Sunday, 24 September 2017

A 10-WEEK public consultation on the future use of Mapledurham Playing Fields is being carried out by Reading Borough Council.

The Education Funding Agency has identified part of the site as its preferred location to build the new Heights Primary School, which is currently based in temporary accommodation in Gosbrook Road, Caversham.

The council, which is the trustee of the Recreation Ground Charity at Mapledurham, has received two separate proposals for the fields and launched a consultation last week.

The first, from the Education Funding Agency, provides £1.36 million in funding to improve leisure facilities on the playing fields. This forms part of the agency’s proposal to lease 1.231 acres of the 27.35-acre site to build the new school.

The second, is a proposal called “Fit4All”, put forward by the Mapledurham Playing Fields Foundation, which is against building a school on the land, and wants to lease the fields for fund-raising purposes and manage the grounds without any loss of open space.

Last December, the agency’s offer was reported to the Heights Sub-Committee, now the Mapledurham Playing Fields Trustees Sub-Committee.

The committee agreed that the agency’s proposal was, subject to contract, capable of being in the best interests of the charity. The same sub-committee also received the alternative proposal from the Mapledurham Playing Fields Foundation.

The purpose of the consultation is to seek residents’ views on four key issues.

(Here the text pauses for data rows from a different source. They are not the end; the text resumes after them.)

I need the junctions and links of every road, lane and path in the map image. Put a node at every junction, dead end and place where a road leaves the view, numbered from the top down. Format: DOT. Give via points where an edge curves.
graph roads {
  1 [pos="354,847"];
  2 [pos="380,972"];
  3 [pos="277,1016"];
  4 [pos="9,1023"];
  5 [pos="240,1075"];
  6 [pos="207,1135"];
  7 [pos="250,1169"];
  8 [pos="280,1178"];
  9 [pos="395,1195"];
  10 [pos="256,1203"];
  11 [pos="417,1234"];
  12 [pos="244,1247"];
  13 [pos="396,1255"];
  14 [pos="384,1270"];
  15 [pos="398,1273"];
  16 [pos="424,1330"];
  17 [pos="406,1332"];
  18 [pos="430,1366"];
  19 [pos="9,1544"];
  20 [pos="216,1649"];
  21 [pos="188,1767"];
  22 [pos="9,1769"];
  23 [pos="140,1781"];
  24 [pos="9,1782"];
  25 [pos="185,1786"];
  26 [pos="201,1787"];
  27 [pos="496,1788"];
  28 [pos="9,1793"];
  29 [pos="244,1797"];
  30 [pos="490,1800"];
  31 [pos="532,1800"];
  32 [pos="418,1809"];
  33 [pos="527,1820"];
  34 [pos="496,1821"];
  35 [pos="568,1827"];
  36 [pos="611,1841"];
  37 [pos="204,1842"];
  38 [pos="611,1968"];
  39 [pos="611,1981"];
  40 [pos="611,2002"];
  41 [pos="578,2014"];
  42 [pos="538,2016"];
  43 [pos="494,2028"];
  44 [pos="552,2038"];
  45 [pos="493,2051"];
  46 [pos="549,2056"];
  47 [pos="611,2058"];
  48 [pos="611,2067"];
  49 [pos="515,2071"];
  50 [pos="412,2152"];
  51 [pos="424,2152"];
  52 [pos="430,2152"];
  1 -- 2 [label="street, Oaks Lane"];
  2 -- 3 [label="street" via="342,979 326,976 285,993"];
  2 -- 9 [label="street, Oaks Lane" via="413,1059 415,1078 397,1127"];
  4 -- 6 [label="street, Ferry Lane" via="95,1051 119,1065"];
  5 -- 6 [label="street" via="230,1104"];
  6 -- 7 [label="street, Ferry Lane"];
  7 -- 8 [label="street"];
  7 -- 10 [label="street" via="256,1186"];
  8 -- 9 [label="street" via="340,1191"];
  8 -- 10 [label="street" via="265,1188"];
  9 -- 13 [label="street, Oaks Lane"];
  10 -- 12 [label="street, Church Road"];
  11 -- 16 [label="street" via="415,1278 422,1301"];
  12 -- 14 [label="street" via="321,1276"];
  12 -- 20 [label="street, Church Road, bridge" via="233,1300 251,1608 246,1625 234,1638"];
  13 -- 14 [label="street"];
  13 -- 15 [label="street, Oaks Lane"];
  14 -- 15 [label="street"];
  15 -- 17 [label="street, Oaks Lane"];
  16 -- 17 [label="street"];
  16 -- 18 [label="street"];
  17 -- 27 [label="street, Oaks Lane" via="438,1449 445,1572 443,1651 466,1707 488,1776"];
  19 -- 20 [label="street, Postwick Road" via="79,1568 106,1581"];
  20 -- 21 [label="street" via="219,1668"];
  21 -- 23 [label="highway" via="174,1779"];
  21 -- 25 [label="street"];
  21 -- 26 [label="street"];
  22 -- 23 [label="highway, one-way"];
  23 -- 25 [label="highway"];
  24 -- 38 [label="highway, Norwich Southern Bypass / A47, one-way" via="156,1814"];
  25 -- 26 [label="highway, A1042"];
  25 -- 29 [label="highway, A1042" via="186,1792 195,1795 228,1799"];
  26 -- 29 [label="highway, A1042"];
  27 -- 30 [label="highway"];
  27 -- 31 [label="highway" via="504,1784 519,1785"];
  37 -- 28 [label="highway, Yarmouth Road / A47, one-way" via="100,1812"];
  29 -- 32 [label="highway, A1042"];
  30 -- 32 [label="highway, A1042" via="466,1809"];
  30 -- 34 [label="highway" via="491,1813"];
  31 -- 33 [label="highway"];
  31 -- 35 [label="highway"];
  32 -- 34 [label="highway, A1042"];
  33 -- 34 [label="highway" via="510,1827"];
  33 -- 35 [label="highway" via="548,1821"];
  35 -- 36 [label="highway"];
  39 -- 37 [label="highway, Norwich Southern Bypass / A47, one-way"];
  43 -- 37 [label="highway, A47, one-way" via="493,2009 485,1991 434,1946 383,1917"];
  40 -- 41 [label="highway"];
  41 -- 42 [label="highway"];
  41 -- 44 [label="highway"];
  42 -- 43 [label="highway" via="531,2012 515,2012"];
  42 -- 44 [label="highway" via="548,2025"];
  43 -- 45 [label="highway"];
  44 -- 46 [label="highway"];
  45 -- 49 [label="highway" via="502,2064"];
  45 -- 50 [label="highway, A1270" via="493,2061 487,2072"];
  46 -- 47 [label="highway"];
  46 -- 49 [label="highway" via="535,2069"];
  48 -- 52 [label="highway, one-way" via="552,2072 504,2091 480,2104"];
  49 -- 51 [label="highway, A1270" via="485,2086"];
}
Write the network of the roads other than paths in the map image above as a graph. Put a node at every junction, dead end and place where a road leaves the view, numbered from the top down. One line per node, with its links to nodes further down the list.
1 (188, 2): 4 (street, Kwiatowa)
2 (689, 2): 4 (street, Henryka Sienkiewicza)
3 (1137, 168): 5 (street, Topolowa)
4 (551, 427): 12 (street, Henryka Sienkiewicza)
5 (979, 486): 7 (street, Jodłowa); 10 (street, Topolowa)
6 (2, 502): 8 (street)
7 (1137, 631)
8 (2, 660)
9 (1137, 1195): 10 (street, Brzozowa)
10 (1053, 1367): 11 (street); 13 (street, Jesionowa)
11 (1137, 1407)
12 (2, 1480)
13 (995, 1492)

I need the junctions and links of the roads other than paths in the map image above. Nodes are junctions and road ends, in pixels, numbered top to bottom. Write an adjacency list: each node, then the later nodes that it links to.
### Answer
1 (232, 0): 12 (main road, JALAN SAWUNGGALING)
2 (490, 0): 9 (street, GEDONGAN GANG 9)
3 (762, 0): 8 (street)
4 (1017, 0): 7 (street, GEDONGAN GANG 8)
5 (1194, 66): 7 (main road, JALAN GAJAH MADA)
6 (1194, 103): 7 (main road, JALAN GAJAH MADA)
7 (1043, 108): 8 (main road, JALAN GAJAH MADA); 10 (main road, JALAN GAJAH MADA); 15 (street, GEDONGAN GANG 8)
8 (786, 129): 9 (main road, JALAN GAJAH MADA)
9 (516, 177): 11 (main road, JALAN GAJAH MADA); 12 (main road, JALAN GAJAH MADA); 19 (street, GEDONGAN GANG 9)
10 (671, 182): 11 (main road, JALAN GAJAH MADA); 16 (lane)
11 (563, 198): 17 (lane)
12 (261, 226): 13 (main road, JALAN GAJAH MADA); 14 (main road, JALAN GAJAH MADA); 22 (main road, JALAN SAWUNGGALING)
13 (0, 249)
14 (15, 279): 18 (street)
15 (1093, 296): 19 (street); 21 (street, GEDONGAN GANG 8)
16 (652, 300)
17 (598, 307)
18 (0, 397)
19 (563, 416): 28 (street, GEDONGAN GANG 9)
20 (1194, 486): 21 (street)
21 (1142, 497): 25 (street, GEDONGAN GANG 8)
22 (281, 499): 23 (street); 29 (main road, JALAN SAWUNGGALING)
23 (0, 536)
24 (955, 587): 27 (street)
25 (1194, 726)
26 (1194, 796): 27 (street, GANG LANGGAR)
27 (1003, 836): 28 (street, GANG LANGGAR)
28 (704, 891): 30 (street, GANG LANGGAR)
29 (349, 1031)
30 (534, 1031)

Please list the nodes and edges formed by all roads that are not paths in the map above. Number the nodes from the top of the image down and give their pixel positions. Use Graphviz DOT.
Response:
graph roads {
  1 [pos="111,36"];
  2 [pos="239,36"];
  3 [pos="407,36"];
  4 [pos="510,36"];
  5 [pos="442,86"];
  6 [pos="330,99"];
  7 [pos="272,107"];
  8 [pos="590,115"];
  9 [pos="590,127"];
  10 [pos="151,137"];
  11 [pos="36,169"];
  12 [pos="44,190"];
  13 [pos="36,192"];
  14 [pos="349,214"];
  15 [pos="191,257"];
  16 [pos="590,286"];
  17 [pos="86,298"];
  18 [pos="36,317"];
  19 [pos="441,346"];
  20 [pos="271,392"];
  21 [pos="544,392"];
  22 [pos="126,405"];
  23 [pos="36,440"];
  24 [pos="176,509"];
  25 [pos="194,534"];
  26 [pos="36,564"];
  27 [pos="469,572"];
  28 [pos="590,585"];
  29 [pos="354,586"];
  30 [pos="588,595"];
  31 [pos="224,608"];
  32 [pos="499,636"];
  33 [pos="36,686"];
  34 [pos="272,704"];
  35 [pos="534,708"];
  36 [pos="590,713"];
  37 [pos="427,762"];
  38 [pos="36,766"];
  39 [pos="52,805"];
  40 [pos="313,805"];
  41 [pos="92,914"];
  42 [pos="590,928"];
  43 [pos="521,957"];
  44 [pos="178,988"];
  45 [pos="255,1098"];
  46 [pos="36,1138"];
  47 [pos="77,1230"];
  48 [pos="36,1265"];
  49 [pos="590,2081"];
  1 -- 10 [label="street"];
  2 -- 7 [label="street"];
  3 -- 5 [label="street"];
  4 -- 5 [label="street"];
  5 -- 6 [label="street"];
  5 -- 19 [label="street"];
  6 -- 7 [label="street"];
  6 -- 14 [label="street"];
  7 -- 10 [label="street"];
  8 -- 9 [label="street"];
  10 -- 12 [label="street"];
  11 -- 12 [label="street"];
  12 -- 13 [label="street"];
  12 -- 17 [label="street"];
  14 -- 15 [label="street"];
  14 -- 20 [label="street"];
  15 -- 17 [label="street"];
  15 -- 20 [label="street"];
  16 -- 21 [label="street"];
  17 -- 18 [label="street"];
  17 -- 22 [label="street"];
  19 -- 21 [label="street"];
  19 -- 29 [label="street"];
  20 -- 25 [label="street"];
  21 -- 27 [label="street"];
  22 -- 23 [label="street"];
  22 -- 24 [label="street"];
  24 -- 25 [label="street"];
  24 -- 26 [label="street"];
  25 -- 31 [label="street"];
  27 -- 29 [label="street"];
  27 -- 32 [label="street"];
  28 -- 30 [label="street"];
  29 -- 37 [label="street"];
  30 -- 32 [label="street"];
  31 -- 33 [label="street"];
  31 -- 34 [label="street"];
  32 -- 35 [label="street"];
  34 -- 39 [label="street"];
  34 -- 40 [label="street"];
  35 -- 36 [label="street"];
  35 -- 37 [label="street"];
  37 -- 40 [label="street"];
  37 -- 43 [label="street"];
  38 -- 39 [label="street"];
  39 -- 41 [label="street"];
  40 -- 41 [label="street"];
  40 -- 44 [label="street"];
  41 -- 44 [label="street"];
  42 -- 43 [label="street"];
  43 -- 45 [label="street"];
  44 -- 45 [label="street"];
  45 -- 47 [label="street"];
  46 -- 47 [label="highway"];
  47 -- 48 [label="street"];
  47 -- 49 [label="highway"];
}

They are as follows:

l If the council were to grant a lease to the funding agency, how should it consider applying the premium of £1.36 million in funding in order best to enable the charity to use the playing fields for recreation?

l Is the grant of the lease to the funding agency likely to enhance the amenity value of the playing fields for the charity’s beneficiaries?

l Or should the sub-committee prefer the Fit4All proposal made by the Mapledurham Playing Fields Foundation?

l If the lease is granted to the funding agency, should the council as trustee take steps to impose a legal restriction on the remainder of the playing fields in order to ensure that it can only be used by the charity for recreational purposes in the future?

Parents of children at The Heights are urging the local community to support plans to site their school on the playing fields.

It opened its doors in September 2014 to provide a long-term solution to the increasingly desperate need for primary school places in West Caversham.

Last month, it was told it had been rated “outstanding” in every category by education watchdog Ofsted in its very first inspection.

Parent Rebecca Leach said: “We urge all residents to have their say in the upcoming consultation on the EFA’s proposal. As well as securing a permanent site for The Heights school, the proposal brings a significant investment of £1.36 million to be spent on Mapledurham Playing Fields.

“In the current climate, a cash investment of this kind from central Government is unheard of. It will completely transform the neglected facilities at the playing fields, bringing real recreational benefits for the whole community.”

Adrian Pattison, another parent, said: “I believe that a local school forges links in a community that are beneficial for all. The Heights school has already proved itself to be outstanding, and has at its heart a strong focus on community and charitable giving.

“Mapledurham Playing Fields are crying out for investment and the funding agency’s proposal will turn this under-used space into a real community hub.

“It is clear that the school is an incredible asset for everyone in Caversham Heights, and granting it a permanent home on the playing fields will reap rewards for generations to come.”

The school says that with each new intake its temporary site is rapidly running out of room and in order to continue to thrive it needs to move to a permanent in-catchment home. Two borough-wide consultations have found that more than 70 per cent of local residents back siting the school on the playing fields.

Martin Brommell, chairman of the Mapledurham Playing Fields Action Group and a trustee of the Mapledurham Playing Fields Foundation, said the action group had objected strongly, along with others, to the plans, as the school would take “10 per cent” of the field.

He added: “We believe the field is not the right place to site a school. The land was left in trust by Charles Hewett who was very clear that he wanted the land used for recreation, leisure and sport. Our plan would be to regenerate the playing field, market it properly and get a caretaker involved to look after the field and the pavilion.”

The closing date for the consultation is September 25 and the results will be reported back to a meeting of the Mapledurham Playing Fields Trustees Sub-Committee for consideration.

Details of both proposals can be found at www.reading.gov.uk/mapledurhamplayingfields and residents can have their say by following the same link.